THE PROBLEM ▸ Your task is to find every line of the data that holds the string "بينه" and copy it.

----------------------------------------

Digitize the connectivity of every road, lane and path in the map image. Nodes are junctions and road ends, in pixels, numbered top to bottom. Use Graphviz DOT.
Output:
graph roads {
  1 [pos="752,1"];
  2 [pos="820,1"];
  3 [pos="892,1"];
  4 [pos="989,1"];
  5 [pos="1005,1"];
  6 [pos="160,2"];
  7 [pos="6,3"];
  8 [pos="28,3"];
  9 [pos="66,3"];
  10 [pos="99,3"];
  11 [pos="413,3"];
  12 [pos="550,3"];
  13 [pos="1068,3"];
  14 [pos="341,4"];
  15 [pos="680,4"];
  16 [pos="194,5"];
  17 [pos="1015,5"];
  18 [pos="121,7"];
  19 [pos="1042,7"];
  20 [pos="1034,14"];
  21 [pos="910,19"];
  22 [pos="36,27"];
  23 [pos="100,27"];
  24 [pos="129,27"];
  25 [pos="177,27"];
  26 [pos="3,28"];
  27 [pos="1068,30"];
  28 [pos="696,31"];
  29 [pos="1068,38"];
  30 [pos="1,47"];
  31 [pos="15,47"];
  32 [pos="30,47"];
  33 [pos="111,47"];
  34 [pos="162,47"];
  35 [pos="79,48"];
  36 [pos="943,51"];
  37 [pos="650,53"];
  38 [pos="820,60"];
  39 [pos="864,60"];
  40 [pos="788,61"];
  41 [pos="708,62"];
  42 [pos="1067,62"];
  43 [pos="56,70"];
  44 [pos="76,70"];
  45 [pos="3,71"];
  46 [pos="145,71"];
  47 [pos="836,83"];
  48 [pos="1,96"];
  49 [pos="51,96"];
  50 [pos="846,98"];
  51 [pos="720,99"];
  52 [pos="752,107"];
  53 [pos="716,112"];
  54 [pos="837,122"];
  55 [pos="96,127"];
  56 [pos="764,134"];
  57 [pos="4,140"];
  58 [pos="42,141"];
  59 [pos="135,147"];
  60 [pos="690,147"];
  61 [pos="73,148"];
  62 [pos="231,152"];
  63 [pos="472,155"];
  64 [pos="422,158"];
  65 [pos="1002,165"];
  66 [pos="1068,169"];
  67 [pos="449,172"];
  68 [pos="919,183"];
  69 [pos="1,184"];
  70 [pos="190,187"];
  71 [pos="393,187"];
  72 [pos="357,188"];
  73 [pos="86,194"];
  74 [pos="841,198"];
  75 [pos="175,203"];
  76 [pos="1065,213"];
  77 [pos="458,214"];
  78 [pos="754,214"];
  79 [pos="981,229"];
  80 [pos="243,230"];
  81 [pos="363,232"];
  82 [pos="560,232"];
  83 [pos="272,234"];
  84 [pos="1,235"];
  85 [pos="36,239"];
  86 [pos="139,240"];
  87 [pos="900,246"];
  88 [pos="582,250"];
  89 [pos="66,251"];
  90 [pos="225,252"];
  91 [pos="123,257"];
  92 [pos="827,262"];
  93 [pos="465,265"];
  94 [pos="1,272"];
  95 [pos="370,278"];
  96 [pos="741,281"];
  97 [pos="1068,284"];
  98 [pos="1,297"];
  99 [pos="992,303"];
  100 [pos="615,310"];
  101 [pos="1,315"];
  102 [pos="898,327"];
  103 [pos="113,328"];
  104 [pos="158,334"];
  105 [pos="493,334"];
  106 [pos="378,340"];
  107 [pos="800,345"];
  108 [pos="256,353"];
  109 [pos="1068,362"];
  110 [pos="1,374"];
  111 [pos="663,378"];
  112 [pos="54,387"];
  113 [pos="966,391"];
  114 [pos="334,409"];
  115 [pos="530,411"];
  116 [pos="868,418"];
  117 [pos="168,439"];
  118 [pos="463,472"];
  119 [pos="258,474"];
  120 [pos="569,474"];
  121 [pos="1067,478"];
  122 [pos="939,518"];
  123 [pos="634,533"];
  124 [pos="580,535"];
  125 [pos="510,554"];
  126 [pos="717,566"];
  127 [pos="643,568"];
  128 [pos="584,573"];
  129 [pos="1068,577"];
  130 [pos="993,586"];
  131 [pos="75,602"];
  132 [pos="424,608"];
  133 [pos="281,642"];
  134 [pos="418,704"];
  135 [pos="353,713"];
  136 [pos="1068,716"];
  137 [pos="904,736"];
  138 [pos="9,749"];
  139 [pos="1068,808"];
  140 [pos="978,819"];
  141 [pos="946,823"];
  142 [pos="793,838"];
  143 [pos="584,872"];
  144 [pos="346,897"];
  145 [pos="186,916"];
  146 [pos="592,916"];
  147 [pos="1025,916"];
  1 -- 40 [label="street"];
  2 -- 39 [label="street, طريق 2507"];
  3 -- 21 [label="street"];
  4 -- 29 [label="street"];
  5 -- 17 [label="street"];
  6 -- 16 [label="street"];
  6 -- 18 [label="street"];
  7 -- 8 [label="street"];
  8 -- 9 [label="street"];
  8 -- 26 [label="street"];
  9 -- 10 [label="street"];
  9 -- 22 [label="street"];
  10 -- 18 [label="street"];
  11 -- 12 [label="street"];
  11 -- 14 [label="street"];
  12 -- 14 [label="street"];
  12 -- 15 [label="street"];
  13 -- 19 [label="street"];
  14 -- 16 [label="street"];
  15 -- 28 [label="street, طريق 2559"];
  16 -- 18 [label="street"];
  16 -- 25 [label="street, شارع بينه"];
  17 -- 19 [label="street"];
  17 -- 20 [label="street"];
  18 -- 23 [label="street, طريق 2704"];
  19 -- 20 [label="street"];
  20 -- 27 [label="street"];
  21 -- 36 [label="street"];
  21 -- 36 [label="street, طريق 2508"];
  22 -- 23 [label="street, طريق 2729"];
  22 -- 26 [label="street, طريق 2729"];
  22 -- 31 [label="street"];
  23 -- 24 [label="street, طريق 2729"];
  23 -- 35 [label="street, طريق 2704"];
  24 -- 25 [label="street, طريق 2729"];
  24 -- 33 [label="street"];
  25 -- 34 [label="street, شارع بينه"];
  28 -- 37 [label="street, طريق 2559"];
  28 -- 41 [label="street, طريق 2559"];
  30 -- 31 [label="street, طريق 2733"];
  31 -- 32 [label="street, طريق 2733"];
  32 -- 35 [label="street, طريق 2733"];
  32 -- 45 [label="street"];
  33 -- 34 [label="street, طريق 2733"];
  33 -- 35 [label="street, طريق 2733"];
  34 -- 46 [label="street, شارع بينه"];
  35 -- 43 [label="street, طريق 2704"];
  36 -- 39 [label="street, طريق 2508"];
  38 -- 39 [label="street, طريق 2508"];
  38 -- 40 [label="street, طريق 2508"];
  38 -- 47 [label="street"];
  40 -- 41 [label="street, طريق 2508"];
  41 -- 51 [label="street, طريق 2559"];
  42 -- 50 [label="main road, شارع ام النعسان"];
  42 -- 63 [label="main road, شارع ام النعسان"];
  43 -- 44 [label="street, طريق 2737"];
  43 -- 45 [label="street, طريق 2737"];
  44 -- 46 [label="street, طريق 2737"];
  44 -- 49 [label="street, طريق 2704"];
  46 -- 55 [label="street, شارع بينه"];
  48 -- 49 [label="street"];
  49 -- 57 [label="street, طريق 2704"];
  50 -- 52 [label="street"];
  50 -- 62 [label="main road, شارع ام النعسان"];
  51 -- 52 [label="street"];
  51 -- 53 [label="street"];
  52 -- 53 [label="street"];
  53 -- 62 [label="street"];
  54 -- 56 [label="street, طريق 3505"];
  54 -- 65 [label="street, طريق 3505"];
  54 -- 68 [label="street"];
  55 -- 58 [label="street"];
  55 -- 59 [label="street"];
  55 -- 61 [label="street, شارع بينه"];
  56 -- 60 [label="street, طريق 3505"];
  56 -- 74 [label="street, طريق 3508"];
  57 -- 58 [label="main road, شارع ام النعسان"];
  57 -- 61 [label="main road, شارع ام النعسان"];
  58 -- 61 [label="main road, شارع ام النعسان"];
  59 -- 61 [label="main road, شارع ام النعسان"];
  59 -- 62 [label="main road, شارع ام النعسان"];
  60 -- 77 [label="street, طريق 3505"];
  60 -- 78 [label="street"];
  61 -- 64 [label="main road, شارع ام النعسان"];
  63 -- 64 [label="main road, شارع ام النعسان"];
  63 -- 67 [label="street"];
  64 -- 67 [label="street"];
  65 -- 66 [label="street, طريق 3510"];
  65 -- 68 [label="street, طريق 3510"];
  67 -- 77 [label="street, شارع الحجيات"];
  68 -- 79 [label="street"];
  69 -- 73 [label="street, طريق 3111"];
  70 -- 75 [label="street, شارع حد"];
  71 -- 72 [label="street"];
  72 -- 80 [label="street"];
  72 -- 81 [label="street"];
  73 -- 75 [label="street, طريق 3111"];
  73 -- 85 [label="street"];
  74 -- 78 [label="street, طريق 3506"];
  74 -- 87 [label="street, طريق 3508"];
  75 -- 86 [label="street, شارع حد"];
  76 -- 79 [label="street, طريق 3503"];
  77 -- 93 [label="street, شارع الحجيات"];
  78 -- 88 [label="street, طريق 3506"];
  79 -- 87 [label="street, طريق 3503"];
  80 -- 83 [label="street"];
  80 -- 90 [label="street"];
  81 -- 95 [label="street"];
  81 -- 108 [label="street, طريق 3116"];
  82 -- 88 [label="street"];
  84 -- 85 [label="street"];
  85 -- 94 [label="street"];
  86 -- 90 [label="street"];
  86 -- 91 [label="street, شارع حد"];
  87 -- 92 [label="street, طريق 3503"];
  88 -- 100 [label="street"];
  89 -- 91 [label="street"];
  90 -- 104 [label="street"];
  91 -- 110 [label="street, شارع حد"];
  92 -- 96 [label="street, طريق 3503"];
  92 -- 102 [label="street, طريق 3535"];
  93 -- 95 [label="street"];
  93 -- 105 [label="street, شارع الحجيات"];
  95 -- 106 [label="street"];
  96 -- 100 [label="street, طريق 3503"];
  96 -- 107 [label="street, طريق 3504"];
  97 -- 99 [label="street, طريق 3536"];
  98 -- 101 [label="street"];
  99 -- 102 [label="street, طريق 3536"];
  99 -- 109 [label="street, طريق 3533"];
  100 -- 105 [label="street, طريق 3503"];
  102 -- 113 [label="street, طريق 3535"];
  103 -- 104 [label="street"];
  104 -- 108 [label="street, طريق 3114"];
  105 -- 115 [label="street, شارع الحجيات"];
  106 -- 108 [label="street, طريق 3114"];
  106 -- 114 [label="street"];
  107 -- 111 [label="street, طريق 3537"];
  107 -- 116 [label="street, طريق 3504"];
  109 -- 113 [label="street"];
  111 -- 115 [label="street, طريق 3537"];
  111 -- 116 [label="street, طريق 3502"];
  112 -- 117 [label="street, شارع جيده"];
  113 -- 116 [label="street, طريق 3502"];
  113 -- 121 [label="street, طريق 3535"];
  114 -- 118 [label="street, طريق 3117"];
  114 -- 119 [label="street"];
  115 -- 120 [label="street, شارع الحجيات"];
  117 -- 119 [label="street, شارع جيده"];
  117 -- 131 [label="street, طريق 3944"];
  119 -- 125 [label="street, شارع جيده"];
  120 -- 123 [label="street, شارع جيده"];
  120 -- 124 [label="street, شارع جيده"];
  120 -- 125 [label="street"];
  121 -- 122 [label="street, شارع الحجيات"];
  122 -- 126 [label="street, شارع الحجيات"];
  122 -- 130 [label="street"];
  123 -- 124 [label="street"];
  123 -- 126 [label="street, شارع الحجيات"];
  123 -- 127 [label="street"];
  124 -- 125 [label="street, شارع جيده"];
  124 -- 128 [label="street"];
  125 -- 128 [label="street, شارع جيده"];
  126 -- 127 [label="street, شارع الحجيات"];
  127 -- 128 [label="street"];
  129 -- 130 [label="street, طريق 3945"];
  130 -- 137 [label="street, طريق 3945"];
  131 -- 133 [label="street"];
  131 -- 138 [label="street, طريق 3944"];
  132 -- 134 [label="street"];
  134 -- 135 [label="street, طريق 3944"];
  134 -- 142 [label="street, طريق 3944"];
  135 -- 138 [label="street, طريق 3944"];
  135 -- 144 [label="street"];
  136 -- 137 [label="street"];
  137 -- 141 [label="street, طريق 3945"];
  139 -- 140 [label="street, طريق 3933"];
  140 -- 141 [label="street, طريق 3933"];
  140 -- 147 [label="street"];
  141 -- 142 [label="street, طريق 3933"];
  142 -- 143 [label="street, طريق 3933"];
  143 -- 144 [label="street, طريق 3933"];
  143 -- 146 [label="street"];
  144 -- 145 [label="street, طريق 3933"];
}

----------------------------------------

TASK OUTPUT ▸
  16 -- 25 [label="street, شارع بينه"];
  25 -- 34 [label="street, شارع بينه"];
  34 -- 46 [label="street, شارع بينه"];
  46 -- 55 [label="street, شارع بينه"];
  55 -- 61 [label="street, شارع بينه"];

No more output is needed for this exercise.